He has been crusading in his clinic to help obese kids and their parents drop bad habits and replace them with good ones, and he saw many kids -- and their parents -- lose weight.
What are your thoughts on diets that focus on calories?
A.
I’m not against reducing calories. But if that’s all you’re doing, it can’t work. It depends what those calories are. Everything that comes in a 100-calorie container, half of it is sugar, whether it’s yogurt, or cookies, or whatever. If a calorie is a calorie, then it should work. But it doesn’t, because a calorie is not a calorie. And this is the thing that we have to get past. That’s why I wrote the cookbook. Because the question is, once you realize that all calories are not the same, what do you do?
Q.
How do you change behavior?
A.
We do one thing at our clinic that nobody else does, and it’s the key to our success. We do something called “the teaching breakfast.” Every kid comes in fasting because we’re drawing blood. So they’re all hungry. They go to the teaching breakfast with their parents – it’s six families all at a communal table – and our dietitian spends an hour with them. The dietitian narrates exactly what’s on the table and teaches the parent and the kid at the same time.

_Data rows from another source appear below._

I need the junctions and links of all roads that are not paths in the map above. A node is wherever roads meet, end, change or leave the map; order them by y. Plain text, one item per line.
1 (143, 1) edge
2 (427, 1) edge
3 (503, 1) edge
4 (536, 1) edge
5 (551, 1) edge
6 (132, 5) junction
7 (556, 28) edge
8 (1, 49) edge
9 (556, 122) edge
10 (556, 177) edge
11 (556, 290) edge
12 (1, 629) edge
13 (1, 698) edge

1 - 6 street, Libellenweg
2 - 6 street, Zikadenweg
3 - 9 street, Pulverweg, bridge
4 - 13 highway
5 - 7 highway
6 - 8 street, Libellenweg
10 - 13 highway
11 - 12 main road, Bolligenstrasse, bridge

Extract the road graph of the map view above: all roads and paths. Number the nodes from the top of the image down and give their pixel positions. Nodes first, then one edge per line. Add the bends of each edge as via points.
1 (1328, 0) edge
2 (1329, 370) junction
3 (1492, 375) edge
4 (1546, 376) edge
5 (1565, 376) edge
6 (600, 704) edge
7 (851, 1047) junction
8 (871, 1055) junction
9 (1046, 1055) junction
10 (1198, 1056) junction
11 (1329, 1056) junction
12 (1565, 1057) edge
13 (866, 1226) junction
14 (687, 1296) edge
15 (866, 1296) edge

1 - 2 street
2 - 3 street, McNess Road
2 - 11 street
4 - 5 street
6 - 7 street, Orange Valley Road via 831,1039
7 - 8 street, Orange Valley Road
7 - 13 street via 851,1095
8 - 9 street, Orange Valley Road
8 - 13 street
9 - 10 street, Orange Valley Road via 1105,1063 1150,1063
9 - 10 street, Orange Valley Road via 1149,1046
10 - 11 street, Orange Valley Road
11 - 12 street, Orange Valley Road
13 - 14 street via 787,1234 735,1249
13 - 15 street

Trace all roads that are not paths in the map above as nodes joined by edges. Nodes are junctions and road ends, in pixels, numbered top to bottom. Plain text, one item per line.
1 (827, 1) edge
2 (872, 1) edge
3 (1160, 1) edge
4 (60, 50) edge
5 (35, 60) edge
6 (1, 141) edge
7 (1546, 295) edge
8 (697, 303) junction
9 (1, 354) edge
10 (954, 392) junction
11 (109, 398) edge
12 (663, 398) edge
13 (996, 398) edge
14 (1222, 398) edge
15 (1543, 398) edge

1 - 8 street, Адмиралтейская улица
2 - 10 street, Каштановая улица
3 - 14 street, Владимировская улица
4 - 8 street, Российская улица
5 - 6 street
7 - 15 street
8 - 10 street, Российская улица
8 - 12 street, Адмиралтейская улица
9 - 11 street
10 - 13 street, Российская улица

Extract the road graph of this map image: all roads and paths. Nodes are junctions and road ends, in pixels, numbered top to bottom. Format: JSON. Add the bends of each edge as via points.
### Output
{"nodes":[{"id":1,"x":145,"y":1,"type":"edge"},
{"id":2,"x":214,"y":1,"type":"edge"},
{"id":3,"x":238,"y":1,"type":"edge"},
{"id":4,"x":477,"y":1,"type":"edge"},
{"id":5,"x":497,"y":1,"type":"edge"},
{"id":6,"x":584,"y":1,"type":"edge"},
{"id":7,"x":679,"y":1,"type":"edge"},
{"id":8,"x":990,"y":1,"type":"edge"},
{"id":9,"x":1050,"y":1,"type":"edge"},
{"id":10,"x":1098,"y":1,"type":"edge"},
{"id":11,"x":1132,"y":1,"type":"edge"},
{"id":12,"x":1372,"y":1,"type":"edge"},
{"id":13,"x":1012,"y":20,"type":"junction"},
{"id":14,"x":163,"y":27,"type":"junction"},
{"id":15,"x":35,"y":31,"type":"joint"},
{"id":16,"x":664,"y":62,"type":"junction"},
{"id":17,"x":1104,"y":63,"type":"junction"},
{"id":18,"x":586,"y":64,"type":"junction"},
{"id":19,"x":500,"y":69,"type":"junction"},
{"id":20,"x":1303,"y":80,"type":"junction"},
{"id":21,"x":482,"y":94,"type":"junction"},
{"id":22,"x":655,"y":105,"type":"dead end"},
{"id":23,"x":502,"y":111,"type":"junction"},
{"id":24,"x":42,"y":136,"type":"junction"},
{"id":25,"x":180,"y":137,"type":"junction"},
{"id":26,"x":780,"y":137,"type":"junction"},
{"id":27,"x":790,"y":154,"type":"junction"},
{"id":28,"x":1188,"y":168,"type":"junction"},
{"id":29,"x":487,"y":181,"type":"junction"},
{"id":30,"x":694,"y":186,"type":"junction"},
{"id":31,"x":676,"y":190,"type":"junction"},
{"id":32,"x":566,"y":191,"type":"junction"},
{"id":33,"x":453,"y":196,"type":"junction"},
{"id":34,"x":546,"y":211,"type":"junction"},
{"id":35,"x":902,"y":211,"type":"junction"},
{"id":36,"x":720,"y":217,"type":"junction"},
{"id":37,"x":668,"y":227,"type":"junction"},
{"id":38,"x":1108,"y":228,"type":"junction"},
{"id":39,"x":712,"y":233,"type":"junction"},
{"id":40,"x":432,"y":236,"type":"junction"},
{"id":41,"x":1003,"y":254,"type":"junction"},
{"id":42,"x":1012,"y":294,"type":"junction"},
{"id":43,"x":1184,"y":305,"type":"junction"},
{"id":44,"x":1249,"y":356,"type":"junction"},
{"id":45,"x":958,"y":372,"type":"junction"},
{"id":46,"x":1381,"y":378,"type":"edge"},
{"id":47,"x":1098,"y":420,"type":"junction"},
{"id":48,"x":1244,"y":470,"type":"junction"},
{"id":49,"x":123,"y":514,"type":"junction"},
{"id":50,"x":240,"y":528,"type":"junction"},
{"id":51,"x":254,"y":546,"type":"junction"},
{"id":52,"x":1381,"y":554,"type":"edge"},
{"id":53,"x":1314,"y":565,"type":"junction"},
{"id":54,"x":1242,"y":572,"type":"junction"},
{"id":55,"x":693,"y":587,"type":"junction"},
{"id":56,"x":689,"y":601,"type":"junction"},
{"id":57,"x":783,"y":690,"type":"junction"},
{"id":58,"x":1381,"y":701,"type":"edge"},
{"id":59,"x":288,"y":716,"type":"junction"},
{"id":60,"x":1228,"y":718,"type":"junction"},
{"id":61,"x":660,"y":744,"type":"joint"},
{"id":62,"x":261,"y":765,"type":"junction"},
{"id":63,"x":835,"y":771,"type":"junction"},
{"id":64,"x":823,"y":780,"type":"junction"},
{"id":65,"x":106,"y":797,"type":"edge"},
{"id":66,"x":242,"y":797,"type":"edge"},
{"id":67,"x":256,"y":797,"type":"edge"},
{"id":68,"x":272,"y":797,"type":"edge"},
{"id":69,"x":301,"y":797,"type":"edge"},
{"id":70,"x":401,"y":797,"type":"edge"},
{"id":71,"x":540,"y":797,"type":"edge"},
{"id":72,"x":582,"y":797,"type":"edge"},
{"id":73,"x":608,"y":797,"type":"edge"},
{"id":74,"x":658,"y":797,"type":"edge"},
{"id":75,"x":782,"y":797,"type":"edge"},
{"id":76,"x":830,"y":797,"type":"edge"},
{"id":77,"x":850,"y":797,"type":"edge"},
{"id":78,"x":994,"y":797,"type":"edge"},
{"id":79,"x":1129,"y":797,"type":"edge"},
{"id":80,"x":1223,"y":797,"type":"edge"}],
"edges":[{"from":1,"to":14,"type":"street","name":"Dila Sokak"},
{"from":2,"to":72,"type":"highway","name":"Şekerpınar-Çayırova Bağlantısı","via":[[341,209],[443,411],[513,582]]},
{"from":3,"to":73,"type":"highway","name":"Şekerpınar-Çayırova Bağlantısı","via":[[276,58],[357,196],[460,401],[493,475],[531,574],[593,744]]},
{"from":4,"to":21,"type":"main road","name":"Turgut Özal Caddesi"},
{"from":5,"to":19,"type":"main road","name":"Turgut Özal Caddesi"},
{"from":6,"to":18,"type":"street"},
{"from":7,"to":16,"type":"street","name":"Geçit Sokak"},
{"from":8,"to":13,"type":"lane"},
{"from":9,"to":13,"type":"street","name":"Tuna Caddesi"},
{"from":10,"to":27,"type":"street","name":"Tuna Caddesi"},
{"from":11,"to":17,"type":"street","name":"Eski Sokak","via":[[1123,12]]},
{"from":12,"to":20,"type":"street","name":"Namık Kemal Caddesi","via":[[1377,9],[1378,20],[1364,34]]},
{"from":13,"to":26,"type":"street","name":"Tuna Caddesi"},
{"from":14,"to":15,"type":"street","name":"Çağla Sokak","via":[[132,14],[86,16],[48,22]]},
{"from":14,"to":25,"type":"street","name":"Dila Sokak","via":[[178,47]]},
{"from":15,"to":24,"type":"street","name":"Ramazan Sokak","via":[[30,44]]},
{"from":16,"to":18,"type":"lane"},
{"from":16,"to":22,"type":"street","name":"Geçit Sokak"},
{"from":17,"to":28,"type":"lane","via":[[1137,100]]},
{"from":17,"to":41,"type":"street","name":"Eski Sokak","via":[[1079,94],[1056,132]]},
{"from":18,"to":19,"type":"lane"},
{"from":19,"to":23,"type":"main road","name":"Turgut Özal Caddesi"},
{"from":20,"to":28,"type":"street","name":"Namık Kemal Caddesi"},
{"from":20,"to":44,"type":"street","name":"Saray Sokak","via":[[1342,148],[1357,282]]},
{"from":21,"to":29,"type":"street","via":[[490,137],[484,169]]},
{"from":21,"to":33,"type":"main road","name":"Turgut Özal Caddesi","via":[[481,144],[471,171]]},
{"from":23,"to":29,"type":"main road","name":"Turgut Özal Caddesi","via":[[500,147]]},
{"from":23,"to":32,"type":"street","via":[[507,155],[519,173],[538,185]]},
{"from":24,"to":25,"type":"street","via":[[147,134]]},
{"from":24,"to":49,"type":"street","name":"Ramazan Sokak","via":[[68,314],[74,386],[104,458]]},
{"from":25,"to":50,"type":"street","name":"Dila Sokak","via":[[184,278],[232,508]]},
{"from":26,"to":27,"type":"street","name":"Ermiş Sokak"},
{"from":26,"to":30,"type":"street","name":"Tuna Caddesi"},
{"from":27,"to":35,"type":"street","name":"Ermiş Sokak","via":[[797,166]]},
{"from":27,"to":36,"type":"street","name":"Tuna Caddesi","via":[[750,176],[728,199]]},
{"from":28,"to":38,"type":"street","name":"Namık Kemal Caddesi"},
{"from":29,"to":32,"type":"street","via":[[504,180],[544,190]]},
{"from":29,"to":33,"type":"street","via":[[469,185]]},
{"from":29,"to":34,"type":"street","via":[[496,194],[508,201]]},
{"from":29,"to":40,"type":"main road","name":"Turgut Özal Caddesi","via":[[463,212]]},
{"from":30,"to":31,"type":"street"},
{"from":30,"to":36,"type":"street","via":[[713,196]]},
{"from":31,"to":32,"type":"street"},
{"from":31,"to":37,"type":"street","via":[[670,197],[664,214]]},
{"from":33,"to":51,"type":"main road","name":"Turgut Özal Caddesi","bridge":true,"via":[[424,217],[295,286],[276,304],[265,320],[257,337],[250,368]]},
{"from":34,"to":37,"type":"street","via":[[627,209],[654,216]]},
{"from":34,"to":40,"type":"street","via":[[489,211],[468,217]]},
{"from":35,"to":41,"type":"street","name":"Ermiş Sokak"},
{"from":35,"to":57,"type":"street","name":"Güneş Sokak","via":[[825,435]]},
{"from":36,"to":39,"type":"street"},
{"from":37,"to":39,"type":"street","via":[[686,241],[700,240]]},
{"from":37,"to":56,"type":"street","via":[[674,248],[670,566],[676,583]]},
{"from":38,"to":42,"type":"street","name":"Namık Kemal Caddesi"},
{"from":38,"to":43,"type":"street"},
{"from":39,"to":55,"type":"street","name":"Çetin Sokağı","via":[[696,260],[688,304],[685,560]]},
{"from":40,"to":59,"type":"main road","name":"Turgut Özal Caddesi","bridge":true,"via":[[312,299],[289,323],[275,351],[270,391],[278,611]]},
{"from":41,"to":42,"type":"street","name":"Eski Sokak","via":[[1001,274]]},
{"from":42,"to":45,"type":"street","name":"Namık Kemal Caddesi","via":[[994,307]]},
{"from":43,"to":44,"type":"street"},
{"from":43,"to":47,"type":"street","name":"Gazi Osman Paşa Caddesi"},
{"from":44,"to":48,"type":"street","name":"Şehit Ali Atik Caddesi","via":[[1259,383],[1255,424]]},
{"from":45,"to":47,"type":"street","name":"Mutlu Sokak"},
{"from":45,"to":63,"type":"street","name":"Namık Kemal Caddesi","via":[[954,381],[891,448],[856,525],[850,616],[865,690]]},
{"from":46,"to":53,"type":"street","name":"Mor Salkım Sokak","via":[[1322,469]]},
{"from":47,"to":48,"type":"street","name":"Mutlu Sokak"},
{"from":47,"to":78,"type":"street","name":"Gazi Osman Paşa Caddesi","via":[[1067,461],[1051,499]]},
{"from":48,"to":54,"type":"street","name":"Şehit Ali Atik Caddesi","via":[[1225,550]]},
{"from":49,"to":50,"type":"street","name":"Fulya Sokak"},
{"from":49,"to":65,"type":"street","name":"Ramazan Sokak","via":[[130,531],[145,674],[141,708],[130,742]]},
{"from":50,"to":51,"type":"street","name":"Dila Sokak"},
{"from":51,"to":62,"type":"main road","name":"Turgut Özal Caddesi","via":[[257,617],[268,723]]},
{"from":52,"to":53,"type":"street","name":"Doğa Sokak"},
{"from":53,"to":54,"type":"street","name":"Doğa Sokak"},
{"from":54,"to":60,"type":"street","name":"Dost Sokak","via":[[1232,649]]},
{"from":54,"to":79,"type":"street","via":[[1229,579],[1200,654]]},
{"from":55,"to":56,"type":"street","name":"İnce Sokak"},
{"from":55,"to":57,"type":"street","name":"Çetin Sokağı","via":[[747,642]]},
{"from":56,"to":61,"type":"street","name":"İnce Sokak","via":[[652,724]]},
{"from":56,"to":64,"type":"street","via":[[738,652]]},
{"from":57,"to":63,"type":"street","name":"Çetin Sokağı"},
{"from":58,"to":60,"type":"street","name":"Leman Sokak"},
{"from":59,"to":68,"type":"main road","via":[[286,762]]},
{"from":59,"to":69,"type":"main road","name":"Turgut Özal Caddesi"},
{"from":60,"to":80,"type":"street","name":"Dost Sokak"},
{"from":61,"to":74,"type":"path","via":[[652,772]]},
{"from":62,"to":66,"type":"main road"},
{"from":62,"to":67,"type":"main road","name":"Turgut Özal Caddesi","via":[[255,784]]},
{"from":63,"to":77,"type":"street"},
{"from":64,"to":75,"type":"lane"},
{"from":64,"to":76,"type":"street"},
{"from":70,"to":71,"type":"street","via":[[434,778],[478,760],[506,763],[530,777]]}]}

We make sure four things happen. No. 1, we show the parent the kid will eat the food. No. 2, we show the parent that they will eat the food. No. 3, we show the parent that other kids will eat the food, because they have other kids at home and they have to be able to buy stuff that they know other kids will eat. And No. 4, we show them the grocery bill, so they see that they can afford the food. If you don’t do all four of those, they won’t change.
Q.
A lot of the recipes in your book use fruit to add sweet flavors. Was this a way to limit refined sugar?
A.
Exactly. People always say to me, “What about fruit? It has sugar.” But I have nothing against fruit, because it comes with its inherent fiber, and fiber mitigates the negative effects. The way God made it, however much sugar is in a piece of fruit, there’s an equal amount of fiber to offset it.
There’s only one notable exception: grapes. Grapes are just little bags of sugar. They don’t have enough fiber for the amount of sugar that’s in them. But I have nothing against real food, and that includes real fruit. Eat all the fruit you want. It’s only when you turn it into juice that I have a problem with it, because then it loses its fiber.